En pleine épidémie, le personnel soignant est particulièrement exposé au Covid-19. Infirmière au centre hospitalier Pere Virgili à Barcelone et affectée par le virus, Winnie Ngoune raconte son quotidien.
Francophone et originaire du Cameroun, Winnie Ngoune travaille sans relâche depuis le début de la crise sanitaire. Comme beaucoup d’infirmières diplômées, la jeune trentenaire n’a pas hésité à prêter main forte dans la lutte contre la pandémie, en ayant conscience des risques pour sa santé personnelle.
Quelle est la situation du personnel soignant aujourd’hui, plus d’un mois après le début de la crise ?
C’est le moment où le personnel soignant tombe malade. Beaucoup de personnes sont contaminées.

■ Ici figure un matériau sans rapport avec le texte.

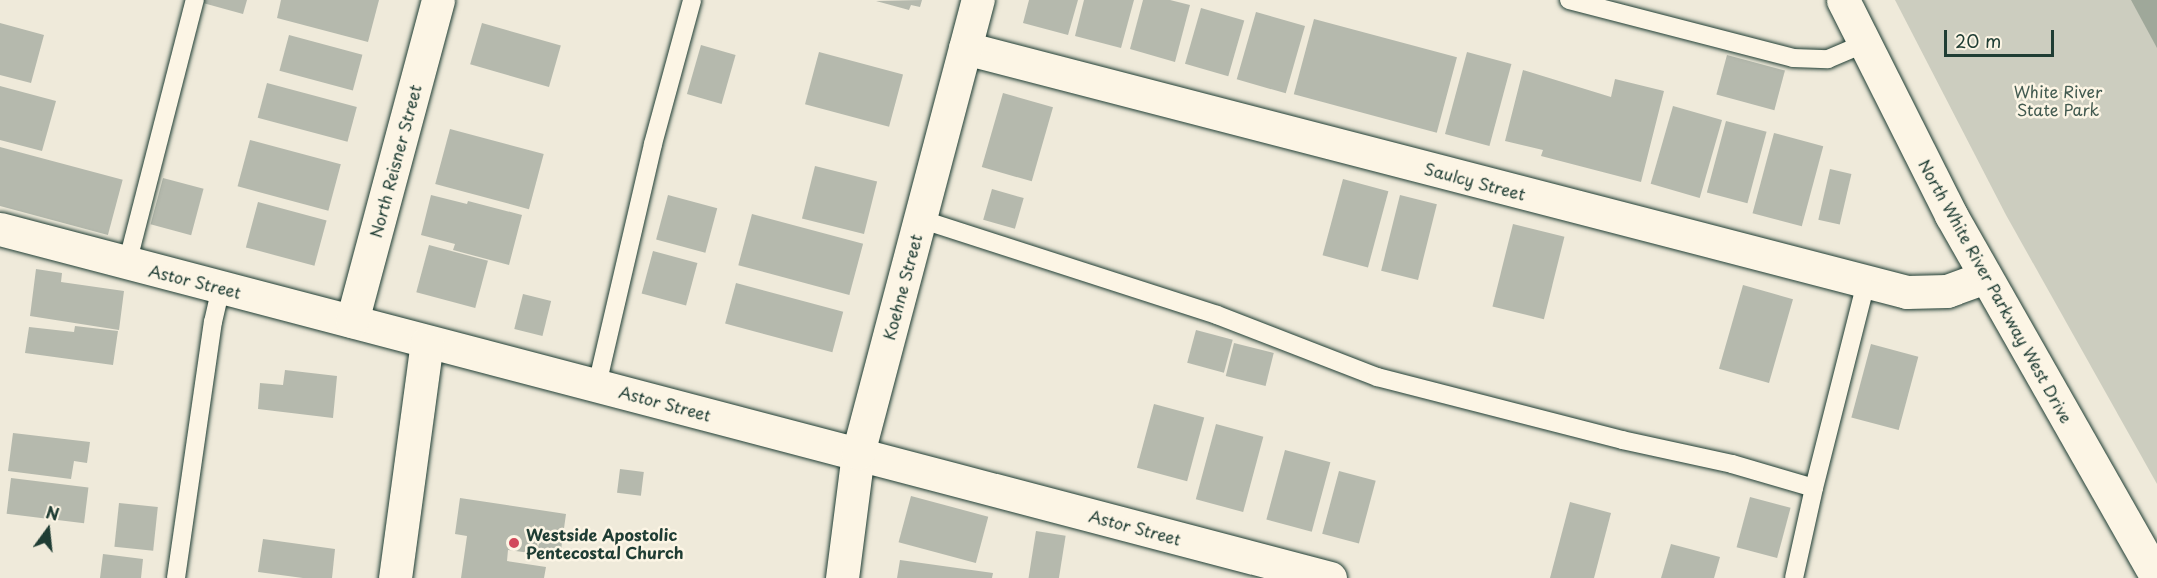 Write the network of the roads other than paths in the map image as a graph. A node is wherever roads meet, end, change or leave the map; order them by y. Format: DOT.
graph roads {
  1 [pos="195,0"];
  2 [pos="438,0"];
  3 [pos="692,0"];
  4 [pos="978,0"];
  5 [pos="1569,0"];
  6 [pos="1843,0"];
  7 [pos="1864,44"];
  8 [pos="965,48"];
  9 [pos="920,219"];
  10 [pos="0,229"];
  11 [pos="127,264"];
  12 [pos="1985,277"];
  13 [pos="1866,282"];
  14 [pos="221,288"];
  15 [pos="352,321"];
  16 [pos="427,342"];
  17 [pos="597,385"];
  18 [pos="858,453"];
  19 [pos="1814,488"];
  20 [pos="1294,573"];
  21 [pos="2157,577"];
  22 [pos="176,578"];
  23 [pos="395,578"];
  24 [pos="842,578"];
  25 [pos="1330,578"];
  26 [pos="1794,578"];
  1 -- 11 [label="lane"];
  2 -- 15 [label="street, North Reisner Street"];
  3 -- 17 [label="lane"];
  4 -- 8 [label="street, Koehne Street"];
  5 -- 7 [label="lane"];
  6 -- 7 [label="street, North White River Parkway West Drive"];
  7 -- 12 [label="street, North White River Parkway West Drive"];
  8 -- 9 [label="street, Koehne Street"];
  8 -- 13 [label="street, Saulcy Street"];
  9 -- 18 [label="street, Koehne Street"];
  9 -- 19 [label="lane"];
  10 -- 11 [label="street, Astor Street"];
  11 -- 14 [label="street, Astor Street"];
  12 -- 13 [label="street, Saulcy Street"];
  12 -- 21 [label="street, North White River Parkway West Drive"];
  13 -- 19 [label="lane"];
  14 -- 15 [label="street, Astor Street"];
  14 -- 22 [label="lane"];
  15 -- 16 [label="street, Astor Street"];
  16 -- 17 [label="street, Astor Street"];
  16 -- 23 [label="street"];
  17 -- 18 [label="street, Astor Street"];
  18 -- 20 [label="street, Astor Street"];
  18 -- 24 [label="street, Koehne Street"];
  19 -- 26 [label="lane"];
  20 -- 25 [label="street, Astor Street"];
} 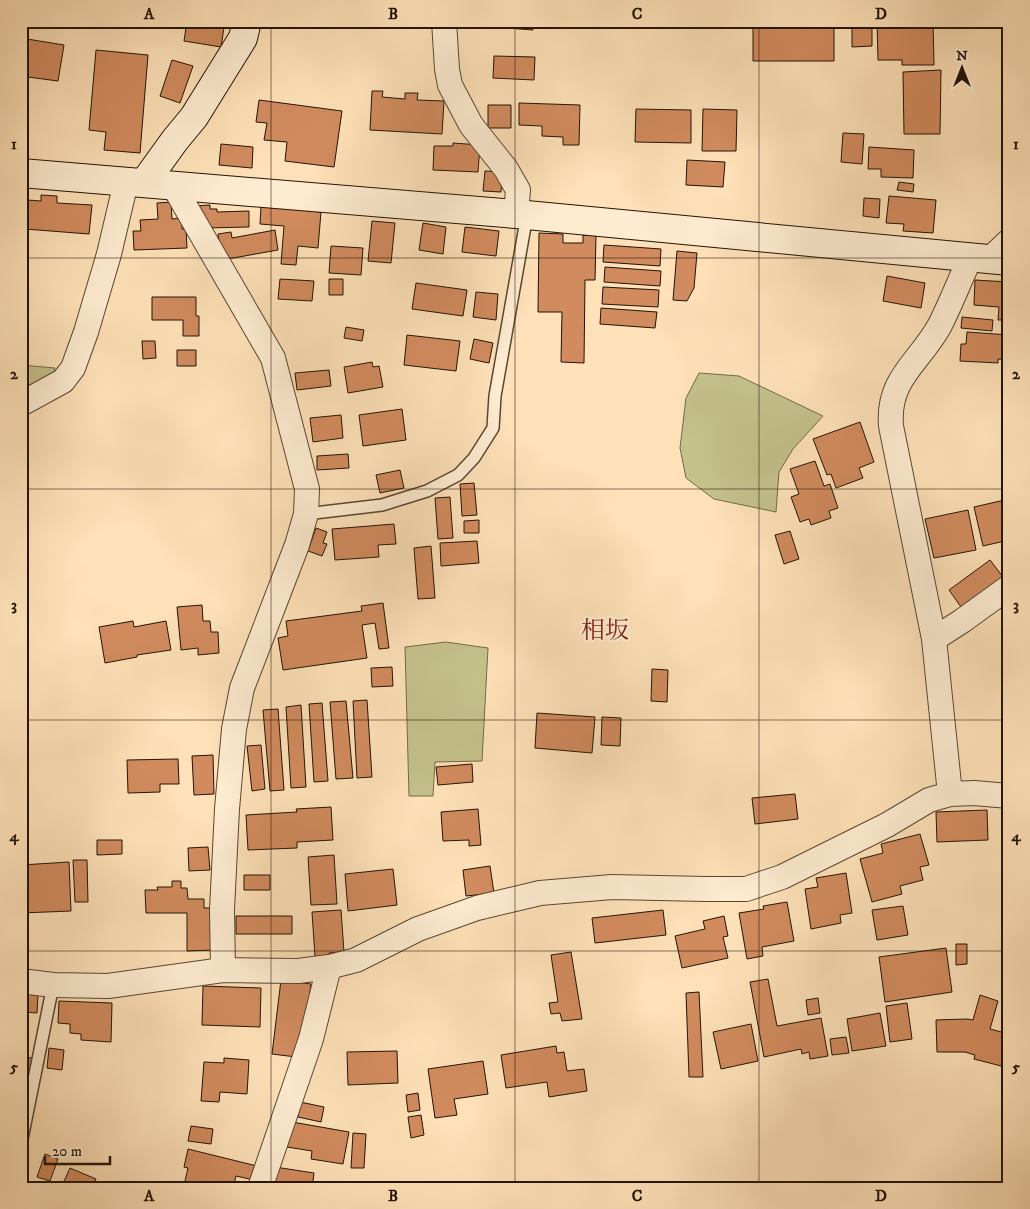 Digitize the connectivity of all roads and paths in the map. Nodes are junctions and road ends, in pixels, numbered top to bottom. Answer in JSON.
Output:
{"nodes":[{"id":1,"x":247,"y":21,"type":"edge"},
{"id":2,"x":444,"y":21,"type":"edge"},
{"id":3,"x":21,"y":173,"type":"edge"},
{"id":4,"x":135,"y":183,"type":"junction"},
{"id":5,"x":172,"y":185,"type":"junction"},
{"id":6,"x":521,"y":214,"type":"junction"},
{"id":7,"x":994,"y":255,"type":"edge"},
{"id":8,"x":21,"y":404,"type":"edge"},
{"id":9,"x":306,"y":514,"type":"junction"},
{"id":10,"x":1009,"y":587,"type":"edge"},
{"id":11,"x":934,"y":639,"type":"junction"},
{"id":12,"x":950,"y":794,"type":"junction"},
{"id":13,"x":1009,"y":796,"type":"edge"},
{"id":14,"x":329,"y":967,"type":"junction"},
{"id":15,"x":223,"y":970,"type":"junction"},
{"id":16,"x":21,"y":981,"type":"edge"},
{"id":17,"x":53,"y":985,"type":"junction"},
{"id":18,"x":21,"y":1144,"type":"edge"},
{"id":19,"x":260,"y":1188,"type":"edge"}],
"edges":[{"from":1,"to":4,"type":"street"},
{"from":2,"to":6,"type":"street"},
{"from":3,"to":4,"type":"street"},
{"from":4,"to":5,"type":"street"},
{"from":4,"to":8,"type":"street"},
{"from":5,"to":6,"type":"street"},
{"from":5,"to":9,"type":"street"},
{"from":6,"to":7,"type":"street"},
{"from":6,"to":9,"type":"lane"},
{"from":7,"to":11,"type":"street"},
{"from":9,"to":15,"type":"street"},
{"from":10,"to":11,"type":"street"},
{"from":11,"to":12,"type":"street"},
{"from":12,"to":13,"type":"street"},
{"from":12,"to":14,"type":"street"},
{"from":14,"to":15,"type":"street"},
{"from":14,"to":19,"type":"street"},
{"from":15,"to":17,"type":"street"},
{"from":16,"to":17,"type":"street"},
{"from":17,"to":18,"type":"lane"}]}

Vous avez été récemment été détectée positive au coronavirus, comment avez-vous accueilli la nouvelle?
Je n’ai pas été surprise, je m’y étais préparée car c’est inévitable. Je suis en contact tous les jours avec des patients affectés, ce n’était qu’une question de temps.

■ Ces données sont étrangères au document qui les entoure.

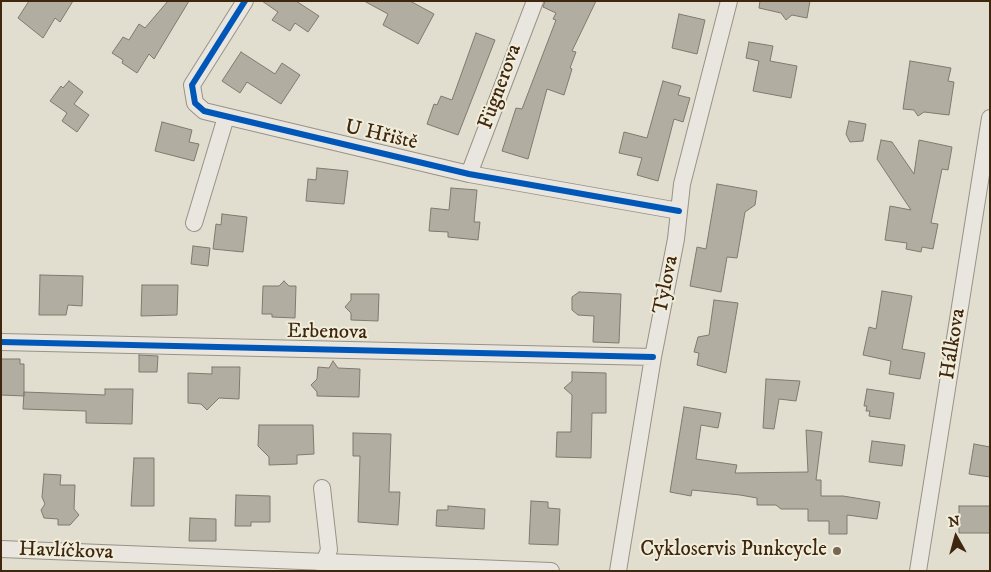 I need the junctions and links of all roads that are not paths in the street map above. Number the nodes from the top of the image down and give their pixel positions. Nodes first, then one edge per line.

Est-ce que dans votre cas la contamination a été tracée ?
C’est impossible de savoir, nous avons des patients touchés de partout. À l’hôpital le risque est plus élevé, mais j’ai pu être contaminée dans la rue en me rendant au travail, même en portant un masque.

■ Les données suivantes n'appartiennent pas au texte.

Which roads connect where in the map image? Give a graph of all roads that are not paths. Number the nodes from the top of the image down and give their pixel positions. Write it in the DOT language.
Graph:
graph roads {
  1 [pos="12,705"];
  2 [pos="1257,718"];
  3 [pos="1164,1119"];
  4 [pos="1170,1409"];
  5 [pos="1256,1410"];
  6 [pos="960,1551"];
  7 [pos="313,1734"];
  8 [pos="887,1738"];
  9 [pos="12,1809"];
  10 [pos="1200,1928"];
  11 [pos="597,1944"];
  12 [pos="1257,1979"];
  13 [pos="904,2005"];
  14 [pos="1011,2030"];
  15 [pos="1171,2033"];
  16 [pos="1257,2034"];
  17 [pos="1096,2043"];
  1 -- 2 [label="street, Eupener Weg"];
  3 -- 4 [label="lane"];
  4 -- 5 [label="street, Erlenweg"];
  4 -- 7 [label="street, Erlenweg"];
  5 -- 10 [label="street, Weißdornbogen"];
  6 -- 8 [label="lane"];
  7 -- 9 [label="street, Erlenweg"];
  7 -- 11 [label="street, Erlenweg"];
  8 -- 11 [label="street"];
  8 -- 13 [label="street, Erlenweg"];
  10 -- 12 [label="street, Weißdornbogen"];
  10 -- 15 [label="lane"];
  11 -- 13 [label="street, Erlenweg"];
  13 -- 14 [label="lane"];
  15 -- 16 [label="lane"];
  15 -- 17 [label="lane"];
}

Comment l’avez-vous vécu ?
Au début j’ai eu peur. Mais je l’ai vécu de manière positive car je n’ai pas été affectée de façon très grave. Plusieurs collègues et chefs de l’hôpital avaient également le Covid-19 au même moment, mon niveau de peur a diminué. Ce n’est pas pareil de vivre ça à plusieurs, je me suis sentie moins seule.
Comment tout s’est déroulé ?
J’ai commencé par être très fatiguée mais je me disais que c’était sûrement en raison du rythme à l’hôpital. Il y a deux semaines, je travaillais de nuit et vers 3h du matin, j’avais de violents maux de tête et des frissons je ne pouvais pas rester debout, comme si un camion m’était passé dessus. J’ai appelé ma chef, qui m’a dit de rentrer chez moi en taxi. J’ai fait le test le lendemain. Je savais que je serai positive car j’avais également de la toux et une perte de l’odorat. J’étais isolée chez moi, je me suis juste déplacée avec des gants et un masque pour faire le test et j’ai eu le résultat 24h après par téléphone.
J’ai vécu la procédure comme tous les patients atteints. J’ai dû appeler mon centre de santé quand j’étais en attente du test afin d’obtenir un arrêt de travail, puis à nouveau quand j’ai eu le résultat pour les informer. J’ai dû préciser que je fais partie du personnel de santé. Toutes ces informations sont prises en compte par les autorités pour les chiffres sur la situation.
Lors de l’annonce du résultat, on te rappelle quels sont les symptômes du Covid-19, que tu n’as pas le droit d’aller à l’hôpital sauf en cas de problèmes respiratoires très importants mais il faut téléphoner avant, que les symptômes se gèrent à la maison en prenant du paracétamol, que tu n’as pas le droit de sortir car c’est puni par la loi. Il y a également des questions sur l’entourage, si personne ne peut faire de courses pour le patient il est informé des personnes volontaires.
Êtes-vous inquiète pour les prochaines semaines ?
Au début de la crise, on travaillait au front, on devait faire face à des vagues de patients avec un grand manque de matériel. Aujourd’hui c’est différent, le nombre de cas est en amélioration, on est bien préparés et équipés. Je suis juste inquiète car maintenant c’est le personnel sanitaire qui tombe malade, mais c’est une situation qui est inévitable, on ne peut pas la contrôler.
Dans mon cas je vais beaucoup mieux. Mon travail est une vocation donc je vais reprendre dès que je serai autorisée. Dans tous les métiers il y a des risques, ce n’est pas pour autant qu’il faut arrêter. Aucun de mes collègues ne dira “je ne retourne pas à l’hôpital”.
Vous sentez-vous toujours soutenu par la population ?
Les choses ont changé c’est dommage. On se sent soutenus par la majorité. Concernant la minorité, je la comprends, c’est la peur et l’ignorance qui provoquent le rejet. Il faut que les gens soient conscients qu’on a besoin du personnel soignant et qu’il faut nous soutenir. Et si un jour ils sont malades, nous serons là pour prendre soin d’eux car tout le monde le mérite.